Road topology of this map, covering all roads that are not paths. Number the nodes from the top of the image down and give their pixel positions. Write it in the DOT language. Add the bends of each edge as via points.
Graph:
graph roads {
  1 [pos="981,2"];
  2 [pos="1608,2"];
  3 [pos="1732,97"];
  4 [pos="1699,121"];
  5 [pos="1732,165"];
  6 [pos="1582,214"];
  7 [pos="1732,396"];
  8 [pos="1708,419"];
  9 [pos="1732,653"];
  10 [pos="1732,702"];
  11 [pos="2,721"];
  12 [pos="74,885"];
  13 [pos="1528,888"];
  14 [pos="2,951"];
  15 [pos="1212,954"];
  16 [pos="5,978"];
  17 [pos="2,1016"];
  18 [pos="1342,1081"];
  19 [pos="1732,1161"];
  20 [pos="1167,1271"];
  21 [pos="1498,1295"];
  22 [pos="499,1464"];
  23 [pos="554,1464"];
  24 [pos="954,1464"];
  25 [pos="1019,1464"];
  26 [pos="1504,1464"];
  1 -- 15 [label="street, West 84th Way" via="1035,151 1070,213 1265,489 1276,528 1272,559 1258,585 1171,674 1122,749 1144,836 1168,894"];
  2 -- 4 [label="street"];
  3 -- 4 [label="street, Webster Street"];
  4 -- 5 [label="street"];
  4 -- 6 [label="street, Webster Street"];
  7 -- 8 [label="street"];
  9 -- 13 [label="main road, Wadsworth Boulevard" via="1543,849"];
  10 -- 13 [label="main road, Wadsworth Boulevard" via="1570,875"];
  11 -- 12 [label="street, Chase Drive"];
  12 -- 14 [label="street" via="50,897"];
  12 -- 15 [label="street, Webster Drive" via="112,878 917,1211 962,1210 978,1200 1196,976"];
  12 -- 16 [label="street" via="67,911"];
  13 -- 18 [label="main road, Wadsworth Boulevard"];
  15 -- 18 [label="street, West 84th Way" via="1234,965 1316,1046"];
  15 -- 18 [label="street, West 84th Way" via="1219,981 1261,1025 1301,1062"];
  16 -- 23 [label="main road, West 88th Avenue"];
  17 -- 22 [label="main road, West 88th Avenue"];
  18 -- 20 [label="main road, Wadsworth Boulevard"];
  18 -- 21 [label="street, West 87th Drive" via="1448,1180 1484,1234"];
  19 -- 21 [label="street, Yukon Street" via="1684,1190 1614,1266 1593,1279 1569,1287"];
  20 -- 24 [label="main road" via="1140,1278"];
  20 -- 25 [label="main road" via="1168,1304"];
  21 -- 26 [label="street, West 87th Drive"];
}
§
Aim of the exercise: For every line of the material above that contains the word "Drive", show the line.

Response to this exercise:
  11 -- 12 [label="street, Chase Drive"];
  12 -- 15 [label="street, Webster Drive" via="112,878 917,1211 962,1210 978,1200 1196,976"];
  18 -- 21 [label="street, West 87th Drive" via="1448,1180 1484,1234"];
  21 -- 26 [label="street, West 87th Drive"];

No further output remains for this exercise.